I admit, I’m a bit of a classical music boffin and although I’ve said this often, the final nail in the coffin of these proms is surely imminent. Yes, we survived Nigel effing Kennedy but surely there’s no earthly remedy for a night of so-called comedy hosted by an immigrant.
Why we insist on this tosh is a mystery. Classical music and laughter don’t mix, you see One hundred and sixty years of history tossed away for a cheap guffaw. One of our nation’s finest traditions, some of our country’s finest musicians, forced into humiliating conditions. Is nothing sacred any more?
Classical music should always be performed, well, you know, classically, with suitably solemn solemnity and usually in three-four, two-three-one-two-three… Now we have this, this comedy prom, it’s all boom-tish and pom pom pom. What are these BBC idiots on? Is nothing sacred any more?

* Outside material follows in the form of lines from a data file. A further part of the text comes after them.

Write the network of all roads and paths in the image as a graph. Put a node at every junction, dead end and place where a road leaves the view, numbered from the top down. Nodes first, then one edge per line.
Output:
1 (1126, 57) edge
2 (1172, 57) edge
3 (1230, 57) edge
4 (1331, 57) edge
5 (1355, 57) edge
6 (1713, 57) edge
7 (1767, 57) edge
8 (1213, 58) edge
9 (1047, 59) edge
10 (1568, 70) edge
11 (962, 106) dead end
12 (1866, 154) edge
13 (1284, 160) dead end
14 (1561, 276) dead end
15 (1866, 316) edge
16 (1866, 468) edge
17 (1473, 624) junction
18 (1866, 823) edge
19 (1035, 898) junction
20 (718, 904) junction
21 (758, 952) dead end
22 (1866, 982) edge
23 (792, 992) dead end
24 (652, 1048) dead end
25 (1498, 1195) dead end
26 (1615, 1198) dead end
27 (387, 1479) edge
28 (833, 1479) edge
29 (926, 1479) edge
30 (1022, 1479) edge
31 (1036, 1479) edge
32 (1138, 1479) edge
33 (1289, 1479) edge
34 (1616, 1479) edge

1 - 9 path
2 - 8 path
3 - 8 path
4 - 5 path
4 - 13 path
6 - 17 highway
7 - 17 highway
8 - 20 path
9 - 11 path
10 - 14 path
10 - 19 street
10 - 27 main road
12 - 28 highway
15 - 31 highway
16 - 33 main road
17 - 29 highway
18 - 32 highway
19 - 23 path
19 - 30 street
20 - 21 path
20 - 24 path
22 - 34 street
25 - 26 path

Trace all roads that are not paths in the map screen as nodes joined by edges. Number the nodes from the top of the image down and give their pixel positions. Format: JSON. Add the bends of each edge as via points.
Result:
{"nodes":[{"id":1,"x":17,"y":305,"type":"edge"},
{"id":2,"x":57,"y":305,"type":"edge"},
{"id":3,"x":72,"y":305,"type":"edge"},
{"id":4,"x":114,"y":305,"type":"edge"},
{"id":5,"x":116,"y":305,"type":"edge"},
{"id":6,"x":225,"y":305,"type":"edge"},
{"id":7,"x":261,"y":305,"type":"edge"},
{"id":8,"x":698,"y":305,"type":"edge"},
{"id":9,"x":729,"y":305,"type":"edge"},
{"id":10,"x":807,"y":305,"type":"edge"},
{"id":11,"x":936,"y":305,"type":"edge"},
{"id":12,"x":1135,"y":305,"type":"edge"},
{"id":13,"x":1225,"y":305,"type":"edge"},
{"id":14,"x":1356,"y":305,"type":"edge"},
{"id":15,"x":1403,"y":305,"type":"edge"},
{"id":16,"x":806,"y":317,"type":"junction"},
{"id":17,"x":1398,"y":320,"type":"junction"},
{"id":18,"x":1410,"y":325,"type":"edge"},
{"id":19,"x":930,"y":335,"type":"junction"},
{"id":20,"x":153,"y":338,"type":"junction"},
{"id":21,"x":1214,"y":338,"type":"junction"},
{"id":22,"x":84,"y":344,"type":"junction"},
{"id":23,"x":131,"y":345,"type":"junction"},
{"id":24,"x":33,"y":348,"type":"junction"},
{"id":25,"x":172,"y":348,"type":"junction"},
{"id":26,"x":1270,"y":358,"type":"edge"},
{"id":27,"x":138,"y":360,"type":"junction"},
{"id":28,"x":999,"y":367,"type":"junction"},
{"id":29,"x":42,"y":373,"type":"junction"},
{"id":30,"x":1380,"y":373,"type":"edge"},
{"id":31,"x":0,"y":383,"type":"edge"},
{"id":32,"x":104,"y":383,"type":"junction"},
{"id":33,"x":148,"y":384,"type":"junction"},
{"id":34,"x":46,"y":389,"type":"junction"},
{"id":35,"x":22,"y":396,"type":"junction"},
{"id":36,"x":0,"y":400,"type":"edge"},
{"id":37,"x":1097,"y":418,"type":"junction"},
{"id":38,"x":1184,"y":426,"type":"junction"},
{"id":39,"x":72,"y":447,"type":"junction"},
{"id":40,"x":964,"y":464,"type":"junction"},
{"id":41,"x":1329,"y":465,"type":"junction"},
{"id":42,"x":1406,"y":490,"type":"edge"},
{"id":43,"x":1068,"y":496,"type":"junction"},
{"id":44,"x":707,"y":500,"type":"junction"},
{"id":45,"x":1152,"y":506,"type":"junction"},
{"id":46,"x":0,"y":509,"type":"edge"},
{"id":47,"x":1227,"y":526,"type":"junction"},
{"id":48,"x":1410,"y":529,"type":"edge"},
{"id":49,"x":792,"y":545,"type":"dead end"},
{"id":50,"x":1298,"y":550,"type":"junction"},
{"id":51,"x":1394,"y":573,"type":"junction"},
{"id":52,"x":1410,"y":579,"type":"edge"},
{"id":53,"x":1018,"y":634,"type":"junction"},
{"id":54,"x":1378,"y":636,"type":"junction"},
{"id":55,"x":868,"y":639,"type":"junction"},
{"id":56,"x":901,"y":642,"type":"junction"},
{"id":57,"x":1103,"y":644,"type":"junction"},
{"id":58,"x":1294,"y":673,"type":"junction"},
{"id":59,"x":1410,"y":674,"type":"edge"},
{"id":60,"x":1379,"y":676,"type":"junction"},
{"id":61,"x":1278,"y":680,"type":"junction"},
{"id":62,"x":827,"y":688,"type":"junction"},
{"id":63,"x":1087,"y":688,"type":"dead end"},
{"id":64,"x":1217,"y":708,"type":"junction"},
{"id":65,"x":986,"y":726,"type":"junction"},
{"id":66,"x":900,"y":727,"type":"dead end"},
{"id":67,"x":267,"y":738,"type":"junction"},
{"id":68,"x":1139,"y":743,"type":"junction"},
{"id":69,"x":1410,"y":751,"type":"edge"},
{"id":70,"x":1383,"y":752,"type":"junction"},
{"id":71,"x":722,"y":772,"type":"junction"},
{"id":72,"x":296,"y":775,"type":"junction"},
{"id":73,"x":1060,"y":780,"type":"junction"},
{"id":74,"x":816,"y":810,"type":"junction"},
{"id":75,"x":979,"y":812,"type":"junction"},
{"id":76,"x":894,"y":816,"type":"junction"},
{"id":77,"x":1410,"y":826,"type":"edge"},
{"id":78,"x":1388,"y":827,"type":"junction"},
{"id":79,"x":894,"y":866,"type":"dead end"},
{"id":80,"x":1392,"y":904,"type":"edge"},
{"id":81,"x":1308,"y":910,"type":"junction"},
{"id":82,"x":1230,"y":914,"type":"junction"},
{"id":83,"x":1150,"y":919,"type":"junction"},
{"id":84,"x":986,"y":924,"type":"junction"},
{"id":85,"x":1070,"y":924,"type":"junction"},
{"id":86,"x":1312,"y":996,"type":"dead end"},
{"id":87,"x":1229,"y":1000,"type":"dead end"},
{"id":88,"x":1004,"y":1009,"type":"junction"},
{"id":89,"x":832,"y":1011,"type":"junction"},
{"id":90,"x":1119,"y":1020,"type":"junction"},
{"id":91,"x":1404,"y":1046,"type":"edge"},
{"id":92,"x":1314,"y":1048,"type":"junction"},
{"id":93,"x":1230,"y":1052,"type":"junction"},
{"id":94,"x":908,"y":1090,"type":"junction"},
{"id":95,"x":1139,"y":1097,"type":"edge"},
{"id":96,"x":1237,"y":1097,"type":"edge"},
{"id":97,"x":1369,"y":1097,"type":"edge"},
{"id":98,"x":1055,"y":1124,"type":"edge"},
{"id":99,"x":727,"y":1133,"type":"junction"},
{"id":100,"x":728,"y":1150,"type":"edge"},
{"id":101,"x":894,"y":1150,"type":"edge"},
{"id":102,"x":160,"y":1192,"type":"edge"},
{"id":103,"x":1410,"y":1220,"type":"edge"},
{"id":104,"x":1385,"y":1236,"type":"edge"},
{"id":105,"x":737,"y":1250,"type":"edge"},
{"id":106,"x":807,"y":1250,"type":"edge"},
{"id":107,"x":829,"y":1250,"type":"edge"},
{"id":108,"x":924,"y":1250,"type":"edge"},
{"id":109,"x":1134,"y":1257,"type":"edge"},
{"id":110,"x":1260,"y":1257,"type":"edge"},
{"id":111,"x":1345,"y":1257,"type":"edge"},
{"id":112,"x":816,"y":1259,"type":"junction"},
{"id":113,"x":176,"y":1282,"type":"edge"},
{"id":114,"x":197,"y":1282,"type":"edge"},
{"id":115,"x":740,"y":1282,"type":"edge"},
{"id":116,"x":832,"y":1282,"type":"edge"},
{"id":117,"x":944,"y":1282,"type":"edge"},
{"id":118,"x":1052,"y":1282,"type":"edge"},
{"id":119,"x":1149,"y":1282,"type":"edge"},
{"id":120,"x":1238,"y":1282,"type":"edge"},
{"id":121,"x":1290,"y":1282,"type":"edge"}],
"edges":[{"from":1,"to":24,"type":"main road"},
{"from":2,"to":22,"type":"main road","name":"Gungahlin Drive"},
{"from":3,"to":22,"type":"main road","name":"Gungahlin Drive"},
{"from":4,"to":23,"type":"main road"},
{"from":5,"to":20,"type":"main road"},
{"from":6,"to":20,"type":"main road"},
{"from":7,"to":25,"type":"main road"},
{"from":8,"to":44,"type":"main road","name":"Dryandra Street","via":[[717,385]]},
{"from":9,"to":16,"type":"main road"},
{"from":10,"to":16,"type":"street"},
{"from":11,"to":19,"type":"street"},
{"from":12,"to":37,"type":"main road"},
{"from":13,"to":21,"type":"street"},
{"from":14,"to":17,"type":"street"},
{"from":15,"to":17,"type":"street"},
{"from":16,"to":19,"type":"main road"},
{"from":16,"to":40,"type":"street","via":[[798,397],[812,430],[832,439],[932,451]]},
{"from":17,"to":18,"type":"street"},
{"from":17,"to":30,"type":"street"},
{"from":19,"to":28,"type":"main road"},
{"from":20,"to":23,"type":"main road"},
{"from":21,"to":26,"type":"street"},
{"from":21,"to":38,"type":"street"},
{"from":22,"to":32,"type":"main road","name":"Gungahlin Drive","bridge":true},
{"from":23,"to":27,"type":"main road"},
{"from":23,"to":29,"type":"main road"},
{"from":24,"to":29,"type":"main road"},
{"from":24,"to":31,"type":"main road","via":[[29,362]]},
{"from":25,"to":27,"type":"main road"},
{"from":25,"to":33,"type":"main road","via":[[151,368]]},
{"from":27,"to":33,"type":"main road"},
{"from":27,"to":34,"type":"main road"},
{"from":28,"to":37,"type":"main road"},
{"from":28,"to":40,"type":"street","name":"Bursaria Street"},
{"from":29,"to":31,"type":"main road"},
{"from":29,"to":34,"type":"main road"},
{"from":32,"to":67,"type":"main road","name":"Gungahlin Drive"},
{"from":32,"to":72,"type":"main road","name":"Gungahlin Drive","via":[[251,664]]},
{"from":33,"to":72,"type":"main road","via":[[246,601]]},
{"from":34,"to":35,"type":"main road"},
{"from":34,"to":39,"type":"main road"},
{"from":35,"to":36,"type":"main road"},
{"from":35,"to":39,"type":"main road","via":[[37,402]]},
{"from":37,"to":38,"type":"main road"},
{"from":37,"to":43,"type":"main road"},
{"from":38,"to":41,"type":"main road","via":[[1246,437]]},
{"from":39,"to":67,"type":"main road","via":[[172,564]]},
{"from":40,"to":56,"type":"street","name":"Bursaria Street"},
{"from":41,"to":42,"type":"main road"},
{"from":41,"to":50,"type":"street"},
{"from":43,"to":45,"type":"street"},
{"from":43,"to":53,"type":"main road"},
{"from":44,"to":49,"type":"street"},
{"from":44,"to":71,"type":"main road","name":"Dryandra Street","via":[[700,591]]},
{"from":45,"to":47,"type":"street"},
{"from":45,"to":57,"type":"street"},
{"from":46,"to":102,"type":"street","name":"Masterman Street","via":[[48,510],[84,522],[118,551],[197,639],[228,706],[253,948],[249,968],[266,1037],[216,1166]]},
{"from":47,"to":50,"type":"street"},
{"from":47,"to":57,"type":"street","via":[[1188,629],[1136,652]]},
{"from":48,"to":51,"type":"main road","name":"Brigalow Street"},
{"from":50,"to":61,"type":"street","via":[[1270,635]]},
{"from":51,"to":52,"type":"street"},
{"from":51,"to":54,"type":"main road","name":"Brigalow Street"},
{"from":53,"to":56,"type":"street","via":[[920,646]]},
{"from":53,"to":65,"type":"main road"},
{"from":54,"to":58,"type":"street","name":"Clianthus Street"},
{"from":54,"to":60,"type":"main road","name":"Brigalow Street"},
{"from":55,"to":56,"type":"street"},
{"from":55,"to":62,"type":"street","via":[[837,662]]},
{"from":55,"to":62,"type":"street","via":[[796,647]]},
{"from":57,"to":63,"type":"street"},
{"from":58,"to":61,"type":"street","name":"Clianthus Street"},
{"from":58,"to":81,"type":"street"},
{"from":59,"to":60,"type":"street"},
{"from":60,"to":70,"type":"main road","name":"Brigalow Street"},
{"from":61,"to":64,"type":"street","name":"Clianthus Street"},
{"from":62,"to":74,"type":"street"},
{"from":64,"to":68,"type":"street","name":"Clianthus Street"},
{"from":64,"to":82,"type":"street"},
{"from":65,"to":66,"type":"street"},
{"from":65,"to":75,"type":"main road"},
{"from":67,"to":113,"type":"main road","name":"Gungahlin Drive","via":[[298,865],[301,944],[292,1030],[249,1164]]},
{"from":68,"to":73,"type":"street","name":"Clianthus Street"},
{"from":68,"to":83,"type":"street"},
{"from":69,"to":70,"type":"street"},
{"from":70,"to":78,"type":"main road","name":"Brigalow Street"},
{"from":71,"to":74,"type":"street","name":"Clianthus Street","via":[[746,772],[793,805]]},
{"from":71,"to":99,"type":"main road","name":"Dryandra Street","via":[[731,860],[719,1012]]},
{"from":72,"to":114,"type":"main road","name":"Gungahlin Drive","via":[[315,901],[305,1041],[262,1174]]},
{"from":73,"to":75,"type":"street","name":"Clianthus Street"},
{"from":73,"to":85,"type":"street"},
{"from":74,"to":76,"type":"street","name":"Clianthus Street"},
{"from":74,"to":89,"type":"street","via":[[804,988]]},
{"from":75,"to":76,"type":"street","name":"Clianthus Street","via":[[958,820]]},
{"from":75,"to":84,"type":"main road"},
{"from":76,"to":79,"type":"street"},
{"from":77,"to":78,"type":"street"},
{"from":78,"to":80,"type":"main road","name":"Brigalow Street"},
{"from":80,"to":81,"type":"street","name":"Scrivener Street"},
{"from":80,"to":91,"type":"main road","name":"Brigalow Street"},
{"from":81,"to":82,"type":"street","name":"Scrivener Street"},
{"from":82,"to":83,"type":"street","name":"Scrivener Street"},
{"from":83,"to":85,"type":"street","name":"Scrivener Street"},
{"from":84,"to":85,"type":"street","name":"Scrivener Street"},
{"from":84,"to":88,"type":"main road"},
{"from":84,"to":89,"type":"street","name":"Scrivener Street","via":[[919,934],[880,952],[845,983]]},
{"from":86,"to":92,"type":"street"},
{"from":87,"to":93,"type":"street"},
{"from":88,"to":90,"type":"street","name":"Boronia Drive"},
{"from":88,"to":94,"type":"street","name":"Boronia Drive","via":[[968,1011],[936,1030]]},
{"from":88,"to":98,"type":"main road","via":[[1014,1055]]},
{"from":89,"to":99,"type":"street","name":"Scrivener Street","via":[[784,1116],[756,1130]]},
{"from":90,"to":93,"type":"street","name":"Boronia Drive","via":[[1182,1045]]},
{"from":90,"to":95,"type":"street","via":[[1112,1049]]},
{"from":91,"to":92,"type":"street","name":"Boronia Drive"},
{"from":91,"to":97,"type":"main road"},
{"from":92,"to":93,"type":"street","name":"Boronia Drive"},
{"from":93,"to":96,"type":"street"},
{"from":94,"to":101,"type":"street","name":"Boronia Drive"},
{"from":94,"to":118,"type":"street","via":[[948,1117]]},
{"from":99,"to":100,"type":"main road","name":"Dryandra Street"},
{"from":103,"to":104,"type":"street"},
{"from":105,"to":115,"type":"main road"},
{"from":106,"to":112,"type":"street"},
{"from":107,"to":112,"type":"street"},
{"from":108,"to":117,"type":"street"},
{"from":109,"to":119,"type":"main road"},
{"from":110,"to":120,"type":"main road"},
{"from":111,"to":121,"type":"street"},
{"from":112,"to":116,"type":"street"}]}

I remember, it seems like yesterday, watching the greats who come to play. It was so magical and gay, back when gay meant something good. I wish that I were back there one again, when the orchestras were made of men and some patience and a penny could give you Henry Wood - you would get Wood…
Oh, what Henry Wood would think if only Henry Wood could think. Though he’s extinct he would have died if he had seen this. Endless rhymes and dirty puns, people drumming with their tongues, they think it’s funny forcing divas to sing ‘Penis’.
…
I remember, it seems like yesterday, when conductors were bearded and grey. This little twerp is not yet shaving or evening looking at the score. Is nothing sacred any more? We used to care about the Arts. I mean honestly! Look at this violinist’s chart. It actually says ‘fart’. Is nothing scared any more?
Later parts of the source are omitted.